Voorspelling verbruik bandbreedte

Bron: Ethernet Bandwidth Assessment (IEEE 802.3, juli 2012) http://www.ieee802.org/3/ad_hoc/bwa/BWA_Report.pdf

Datacenters: soorten, maten en vormen

Het aantal ‘mega-DC's’ blijft groeien, er komen steeds meer kleine, volledig functionele DC's en we zien verschillende soorten DC's voor uiteenlopende toepassingen. In 2008 waren er nog vrijwel geen Cloud servers. Alle servers werden gebruikt voor zakelijke of residentiële toepassingen. In 2018 zal deze verdeling echter op 50%-50% uitkomen.

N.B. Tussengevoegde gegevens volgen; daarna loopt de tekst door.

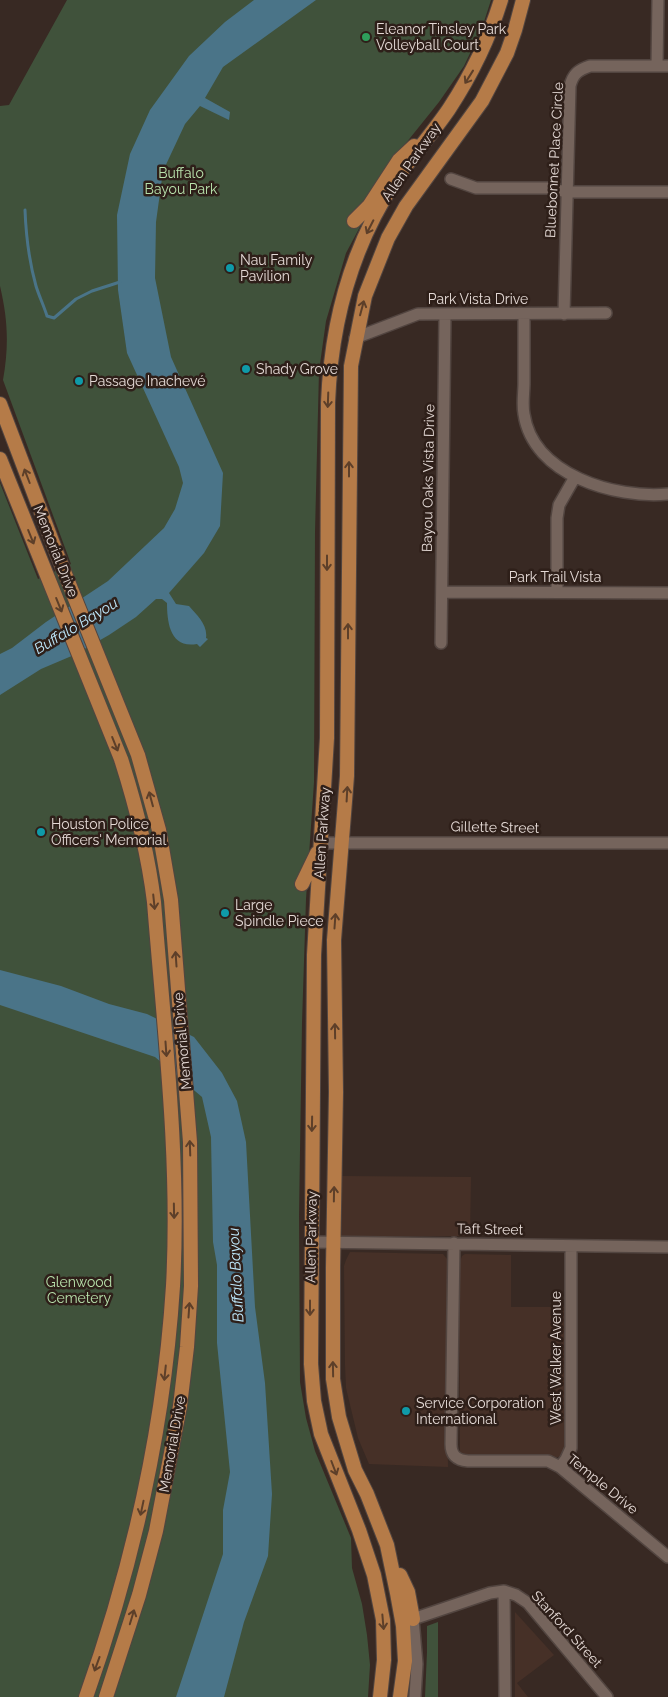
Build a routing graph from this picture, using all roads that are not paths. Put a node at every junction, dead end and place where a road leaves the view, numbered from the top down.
1 (501, 0) edge
2 (523, 0) edge
3 (658, 0) edge
4 (662, 66) edge
5 (436, 127) junction
6 (451, 179) dead end
7 (566, 192) junction
8 (668, 192) edge
9 (354, 221) dead end
10 (606, 313) dead end
11 (445, 314) junction
12 (524, 314) junction
13 (564, 314) junction
14 (355, 338) junction
15 (0, 404) edge
16 (0, 459) edge
17 (575, 477) junction
18 (668, 494) edge
19 (442, 592) junction
20 (557, 592) junction
21 (668, 593) edge
22 (442, 643) dead end
23 (342, 842) junction
24 (321, 843) junction
25 (668, 843) edge
26 (302, 884) dead end
27 (311, 1242) junction
28 (333, 1243) junction
29 (454, 1243) junction
30 (571, 1246) junction
31 (668, 1247) edge
32 (560, 1468) junction
33 (387, 1545) junction
34 (668, 1557) edge
35 (504, 1591) junction
36 (412, 1619) junction
37 (86, 1697) edge
38 (106, 1697) edge
39 (380, 1697) edge
40 (400, 1697) edge
41 (415, 1697) edge
42 (504, 1697) edge
43 (608, 1697) edge

1 -> 5 main road, Allen Parkway
14 -> 2 main road, Allen Parkway
3 - 4 street
4 - 7 street, Bluebonnet Place Circle
5 - 9 main road
5 -> 24 main road, Allen Parkway
6 - 7 street
7 - 8 street
7 - 13 street, Bluebonnet Place Circle
10 - 13 street, Park Vista Drive
11 - 12 street, Park Vista Drive
11 - 14 street, Park Vista Drive
11 - 19 street, Bayou Oaks Vista Drive
12 - 13 street, Park Vista Drive
12 - 17 street
23 -> 14 main road, Allen Parkway
38 -> 15 main road, Memorial Drive
16 -> 37 main road, Memorial Drive
17 - 18 street
17 - 20 street
19 - 20 street, Park Trail Vista
19 - 22 street, Bayou Oaks Vista Drive
20 - 21 street, Park Trail Vista
23 - 24 street, Gillette Street
23 - 25 street, Gillette Street
28 -> 23 main road, Allen Parkway
24 - 26 main road
24 -> 27 main road, Allen Parkway
27 - 28 street, Taft Street
27 -> 39 main road, Allen Parkway
28 - 29 street, Taft Street
33 -> 28 main road, Allen Parkway
29 - 30 street, Taft Street
29 - 32 street, Temple Drive
30 - 31 street, Taft Street
30 - 32 street, West Walker Avenue
32 - 34 street, Temple Drive
33 - 36 main road
33 - 40 main road, Allen Parkway
35 - 36 street
35 - 42 street
35 - 43 street, Stanford Street
36 - 41 street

We zien ook nieuwe ontwikkelingen op het gebied van standaardisatie. De afmetingen van cabinets en server rows zijn sterk gestandaardiseerd. Deze rijen zijn doorgaans tot 30 meter lang - de 'de facto' standaard voor koperverbindingen. Binnen het cabinet en tussen aangrenzende cabinets blijft de lengte van koppelingen meestal beperkt tot respectievelijk 3m en 5m. In 2011 heeft IEEE de huidige en toekomstige eisen aan deze links in kaart gebracht. Er is niet alleen behoefte aan langere kabels, maar ook aan hogere snelheden. In mega-DC’s, zoals Google's Mayes County faciliteit (1.000.000 m2), zijn koppelingen soms 500m tot zelfs 1 km lang. De allergrootste DC's, zoals de SuperNap in Las Vegas (2,2 miljoen m2), hebben links van 1 tot 2 kilometer.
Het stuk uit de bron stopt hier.